# [WORK ITEM]
What you return should match every record exactly, with the images removed.

(Collected data entries)
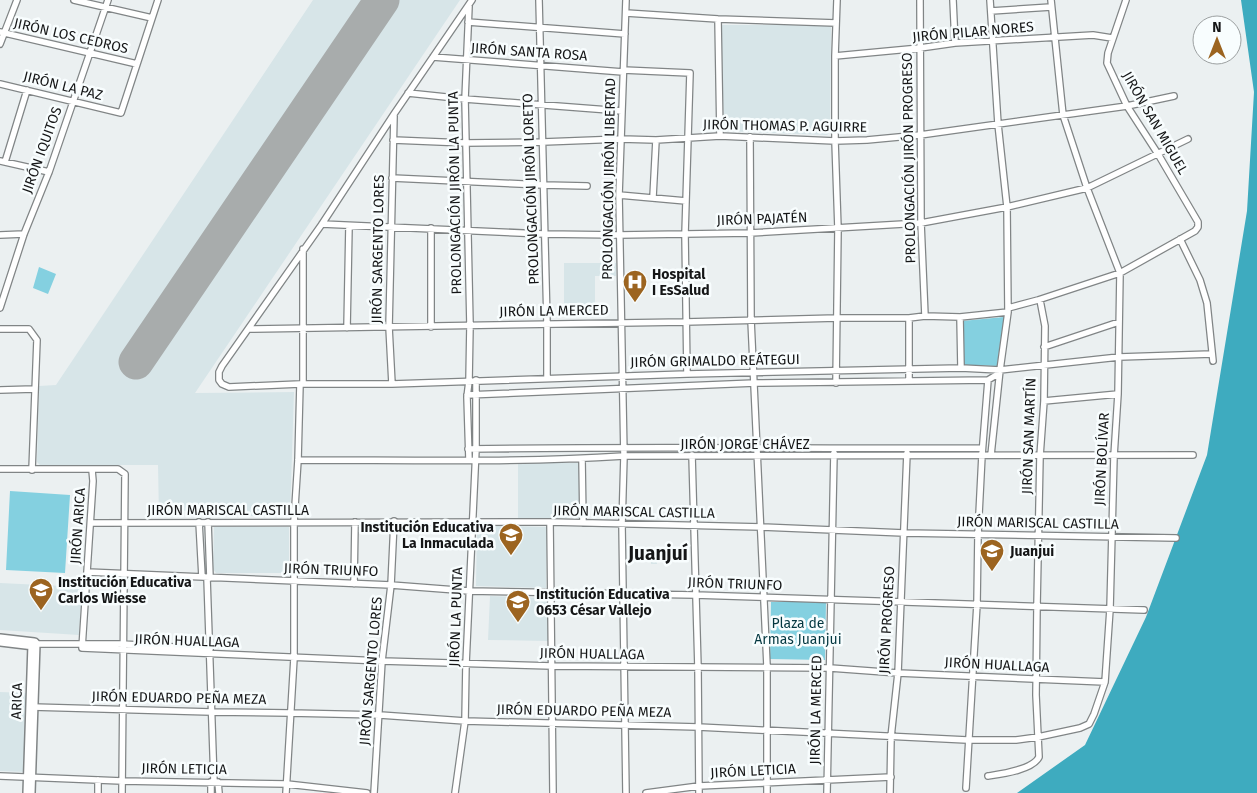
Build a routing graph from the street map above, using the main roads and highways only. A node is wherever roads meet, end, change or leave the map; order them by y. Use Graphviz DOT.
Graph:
graph roads {
  1 [pos="0,640"];
  2 [pos="28,793"];
  1 -- 2 [label="highway, ARICA"];
}
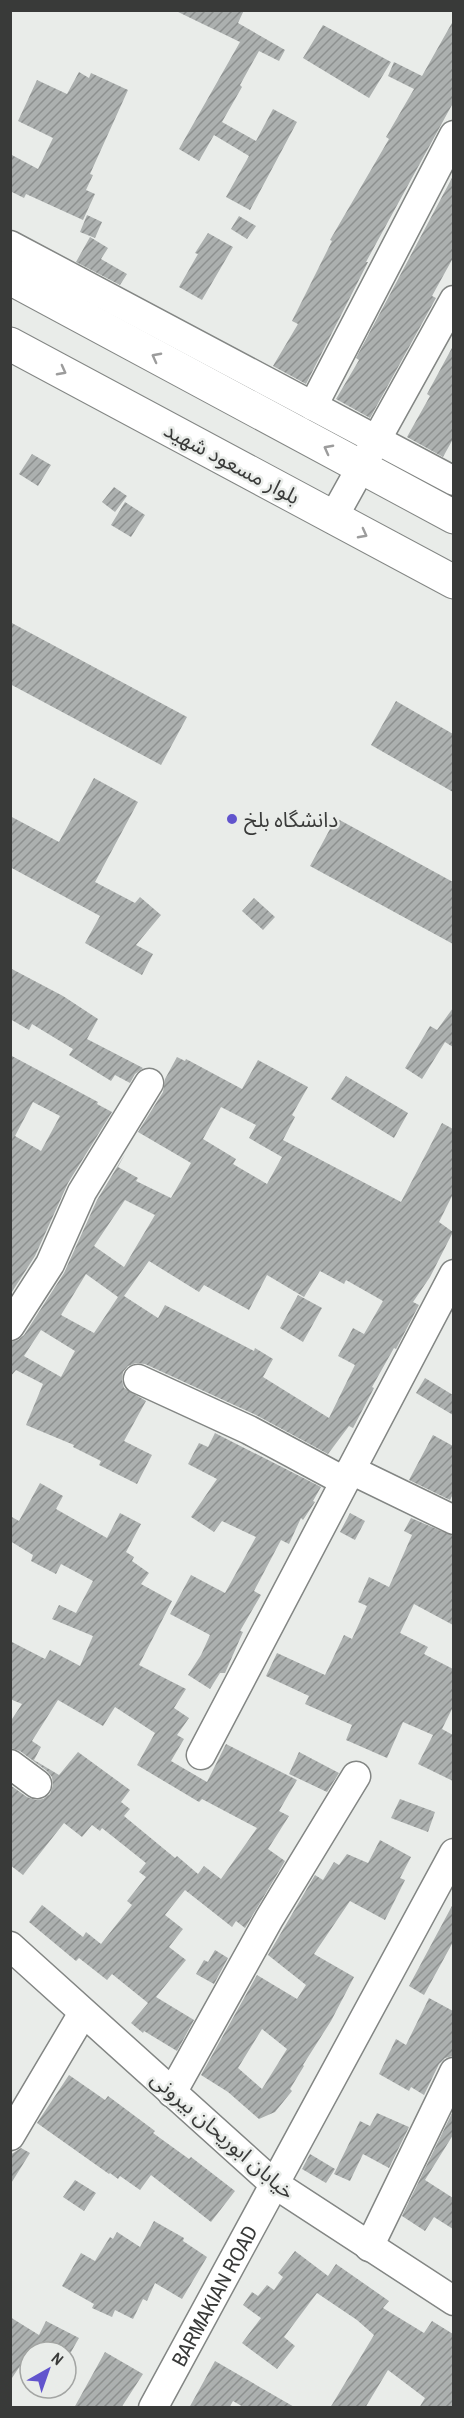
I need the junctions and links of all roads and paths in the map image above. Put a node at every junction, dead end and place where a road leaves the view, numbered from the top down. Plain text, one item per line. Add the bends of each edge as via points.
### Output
1 (453, 135) edge
2 (10, 245) edge
3 (10, 279) edge
4 (453, 300) edge
5 (10, 344) edge
6 (313, 406) junction
7 (369, 454) junction
8 (453, 479) edge
9 (453, 517) edge
10 (333, 518) junction
11 (453, 582) edge
12 (149, 1083) dead end
13 (453, 1274) edge
14 (10, 1326) edge
15 (138, 1379) dead end
16 (348, 1476) junction
17 (453, 1520) edge
18 (201, 1755) dead end
19 (10, 1764) edge
20 (356, 1776) dead end
21 (36, 1784) dead end
22 (453, 1853) edge
23 (10, 1946) edge
24 (83, 2013) junction
25 (453, 2072) edge
26 (172, 2093) junction
27 (10, 2136) edge
28 (273, 2183) junction
29 (369, 2247) junction
30 (453, 2301) edge
31 (153, 2408) edge

1 - 6 street
2 - 6 street
7 -> 3 main road
4 - 7 street
5 -> 10 main road, بلوار مسعود شهید
6 - 7 street
7 - 8 street
7 - 9 main road
7 - 10 street
10 -> 11 main road, بلوار مسعود شهید
12 - 14 street via 82,1192 50,1264
13 - 16 street
15 - 16 street
16 - 17 street
16 - 18 street
19 - 21 street
20 - 26 street via 269,1918
22 - 28 street, BARMAKIAN ROAD
23 - 24 street, خیابان ابوریحان بیرونی
24 - 26 street, خیابان ابوریحان بیرونی
24 - 27 street
25 - 29 street
26 - 28 street, خیابان ابوریحان بیرونی
28 - 29 street, خیابان ابوریحان بیرونی
28 - 31 street, BARMAKIAN ROAD
29 - 30 street, خیابان ابوریحان بیرونی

# [OUTPUT OF THE TASK]
Build a routing graph from the street map above, using the main roads and highways only. A node is wherever roads meet, end, change or leave the map; order them by y. Use Graphviz DOT.
Graph:
graph roads {
  1 [pos="0,640"];
  2 [pos="28,793"];
  1 -- 2 [label="highway, ARICA"];
}
I need the junctions and links of all roads and paths in the map image above. Put a node at every junction, dead end and place where a road leaves the view, numbered from the top down. Plain text, one item per line. Add the bends of each edge as via points.
### Output
1 (453, 135) edge
2 (10, 245) edge
3 (10, 279) edge
4 (453, 300) edge
5 (10, 344) edge
6 (313, 406) junction
7 (369, 454) junction
8 (453, 479) edge
9 (453, 517) edge
10 (333, 518) junction
11 (453, 582) edge
12 (149, 1083) dead end
13 (453, 1274) edge
14 (10, 1326) edge
15 (138, 1379) dead end
16 (348, 1476) junction
17 (453, 1520) edge
18 (201, 1755) dead end
19 (10, 1764) edge
20 (356, 1776) dead end
21 (36, 1784) dead end
22 (453, 1853) edge
23 (10, 1946) edge
24 (83, 2013) junction
25 (453, 2072) edge
26 (172, 2093) junction
27 (10, 2136) edge
28 (273, 2183) junction
29 (369, 2247) junction
30 (453, 2301) edge
31 (153, 2408) edge

1 - 6 street
2 - 6 street
7 -> 3 main road
4 - 7 street
5 -> 10 main road, بلوار مسعود شهید
6 - 7 street
7 - 8 street
7 - 9 main road
7 - 10 street
10 -> 11 main road, بلوار مسعود شهید
12 - 14 street via 82,1192 50,1264
13 - 16 street
15 - 16 street
16 - 17 street
16 - 18 street
19 - 21 street
20 - 26 street via 269,1918
22 - 28 street, BARMAKIAN ROAD
23 - 24 street, خیابان ابوریحان بیرونی
24 - 26 street, خیابان ابوریحان بیرونی
24 - 27 street
25 - 29 street
26 - 28 street, خیابان ابوریحان بیرونی
28 - 29 street, خیابان ابوریحان بیرونی
28 - 31 street, BARMAKIAN ROAD
29 - 30 street, خیابان ابوریحان بیرونی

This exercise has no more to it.